Apple (AAPL) stock dropped more than 6 percent during regular trading Tuesday on word that 146,000 iPhone buyers activated their devices with AT&T (T) during the 30 hours in of the quarter in which the iPhone was actually on sale. Some analysts had estimated that the number would be 500,000 or higher, and were thus disappointed.

This has to be one of the silliest causes I can imagine for a sell-off in Apple stock. Why? Here’s a list of reasons:

1. Time. The iPhone went on sale at 6 p.m. EST on June 29. That’s a Friday night, 30 hours before the end of the quarter. Some people have better things to do on a Friday night than go home and immediately activate their iPhone; they probably waited until Saturday.

2. Switchers. A good percentage of iPhone buyers – “more than 40 percent,” according to AT&T – were switching from another carrier, or were new cell phone users. Quite a few of them probably ported their phone numbers to their iPhones. The number porting process can take hours, on top of the time it takes to activate the phone.

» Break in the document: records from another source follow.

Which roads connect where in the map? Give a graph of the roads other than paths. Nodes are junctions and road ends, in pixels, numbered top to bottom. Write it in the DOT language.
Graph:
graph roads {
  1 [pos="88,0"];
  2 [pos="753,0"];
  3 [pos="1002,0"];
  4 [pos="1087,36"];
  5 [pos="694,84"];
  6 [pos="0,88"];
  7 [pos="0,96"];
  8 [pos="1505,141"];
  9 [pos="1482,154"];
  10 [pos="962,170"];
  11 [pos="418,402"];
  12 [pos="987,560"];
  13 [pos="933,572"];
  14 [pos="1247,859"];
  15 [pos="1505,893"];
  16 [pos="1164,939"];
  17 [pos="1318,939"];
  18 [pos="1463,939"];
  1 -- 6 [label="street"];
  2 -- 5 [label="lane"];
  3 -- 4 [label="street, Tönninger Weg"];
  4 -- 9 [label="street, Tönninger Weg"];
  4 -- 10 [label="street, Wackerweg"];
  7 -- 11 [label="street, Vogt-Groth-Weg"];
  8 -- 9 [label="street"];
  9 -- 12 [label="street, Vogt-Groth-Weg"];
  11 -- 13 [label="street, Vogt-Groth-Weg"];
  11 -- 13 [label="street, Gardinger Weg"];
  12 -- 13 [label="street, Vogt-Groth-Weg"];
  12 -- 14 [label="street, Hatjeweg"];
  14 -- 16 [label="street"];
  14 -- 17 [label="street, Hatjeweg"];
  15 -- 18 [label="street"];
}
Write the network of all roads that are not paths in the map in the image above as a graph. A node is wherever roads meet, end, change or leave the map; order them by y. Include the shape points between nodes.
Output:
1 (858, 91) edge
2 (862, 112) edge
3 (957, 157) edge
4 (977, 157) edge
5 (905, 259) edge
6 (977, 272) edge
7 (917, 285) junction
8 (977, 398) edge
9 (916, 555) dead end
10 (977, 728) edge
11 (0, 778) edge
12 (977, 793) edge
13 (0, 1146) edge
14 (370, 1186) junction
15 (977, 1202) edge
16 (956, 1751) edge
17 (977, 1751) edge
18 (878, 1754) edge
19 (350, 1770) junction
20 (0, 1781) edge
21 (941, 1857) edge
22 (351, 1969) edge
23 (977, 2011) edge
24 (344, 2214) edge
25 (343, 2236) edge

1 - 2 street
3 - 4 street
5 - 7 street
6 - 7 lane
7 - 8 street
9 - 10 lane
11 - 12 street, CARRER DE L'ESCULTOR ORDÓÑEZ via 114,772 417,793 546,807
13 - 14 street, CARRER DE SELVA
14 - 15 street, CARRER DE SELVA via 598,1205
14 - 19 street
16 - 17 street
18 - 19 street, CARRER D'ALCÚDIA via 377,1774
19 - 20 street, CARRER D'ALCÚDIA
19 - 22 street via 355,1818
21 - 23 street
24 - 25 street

3. EBay. The iPhone was the most pre-hyped electronics item in recent history. Some people bought it to resell it, or to gift it, with no intention of immediately activating it. Still, it’s a safe bet that those phones are finding a home.

4. Bounty. There are reports, which probably will be clarified in Apple’s earnings call, that Apple is receiving a bounty of up to $200 for every iPhone AT&T sells, plus up to $9 per month for every iPhone user. If this is true, it shows that the iPhone has the potential to drive impressive holiday-season profits for Apple.

5. Buzz. iPhone buzz remains strong, and the product has almost certainly produced a halo effect in Apple Stores that has boosted traffic. That means Apple has a little extra potential to make a positive splash with its Q2 numbers on Wednesday.

Basically, investors don’t yet have enough information to make a solid call about the iPhone. Apple’s sure to provide more details during tomorrow’s earnings chat with analysts, and the aftershocks are sure to give speculators another reason to trade the stock.

(Disclosure: As a tech and business journalist, I don’t own individual stocks in any of the industries I cover.)